Editor's Note. This is the first installment of a three-part series on the discovery of a cryptic pleurocerid species in East Tennessee. The present essay was published in the FMCS Newsletter Ellipsaria 18(2): 15 - 16 [pdf] if you're looking for something citable.
"endless forms most beautiful and most wonderful have been, and are being, evolved."
I like to
imagine that, as Charles Darwin wrote the poetic final clause of his
masterwork, he may have been gazing over some well-curated systematic
collection of molluscan shells [1].
Shells are captivating things, aren’t they?
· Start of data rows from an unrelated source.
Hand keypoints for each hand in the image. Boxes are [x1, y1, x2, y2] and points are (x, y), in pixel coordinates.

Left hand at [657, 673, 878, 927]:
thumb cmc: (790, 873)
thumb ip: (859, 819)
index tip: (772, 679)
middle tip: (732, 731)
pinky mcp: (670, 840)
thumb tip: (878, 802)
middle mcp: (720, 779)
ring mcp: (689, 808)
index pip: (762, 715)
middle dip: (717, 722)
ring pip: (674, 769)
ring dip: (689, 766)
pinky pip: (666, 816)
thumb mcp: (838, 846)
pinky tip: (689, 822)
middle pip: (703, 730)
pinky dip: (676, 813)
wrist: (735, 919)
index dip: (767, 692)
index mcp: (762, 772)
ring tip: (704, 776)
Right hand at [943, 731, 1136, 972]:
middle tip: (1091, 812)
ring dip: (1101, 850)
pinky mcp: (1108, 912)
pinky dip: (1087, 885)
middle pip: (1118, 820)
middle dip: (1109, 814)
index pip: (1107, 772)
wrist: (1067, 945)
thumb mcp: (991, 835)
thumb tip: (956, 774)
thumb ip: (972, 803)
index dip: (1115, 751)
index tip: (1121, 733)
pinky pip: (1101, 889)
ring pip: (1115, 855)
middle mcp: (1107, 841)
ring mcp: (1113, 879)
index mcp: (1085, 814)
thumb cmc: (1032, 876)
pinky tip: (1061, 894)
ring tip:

This month’s installment in my long-running fascination
with The Shell began in 2007, when I first glimpsed the phenomenon we ultimately
christened “cryptic phenotypic plasticity" [2]. Using a survey of gene frequencies at a pair of highly polymorphic allozyme-encoding
loci, John Robinson and I had just discovered that the pleurocerid populations
we were identifying as Goniobasis acutocarinata, Goniobasis clavaeformis, and
Pleurocera unciale on the basis of their strikingly different shell
morphologies apparently constituted a single biological species [3]. Our samples had come from Indian Creek, a tributary
of the Powell River on the Virginia/Tennessee line. And I was curious to see if these intriguing
results might extend generally through East Tennessee and into North Georgia,
implying that the shell morphological distinction historically used to
distinguish the pleurocerid genera Goniobasis/Elimia from Pleurocera might have
no heritable basis.
So I picked three fresh study areas – the Little River drainage
in the vicinity of Maryville (TN), the Conasauga drainage east of Etowah (TN), and
the Coahulla near Dalton (GA). And from
each of these three regions I sampled three populations from the
acutocarinata-clavaeformis-unciale-carinifera continuum to analyze together
with my original data set from the Powell drainage. And from each of these (now four) regions I also
needed a control – a population of some common, widespread pleurocerid that
everybody recognizes, the specific status of which nobody doubts.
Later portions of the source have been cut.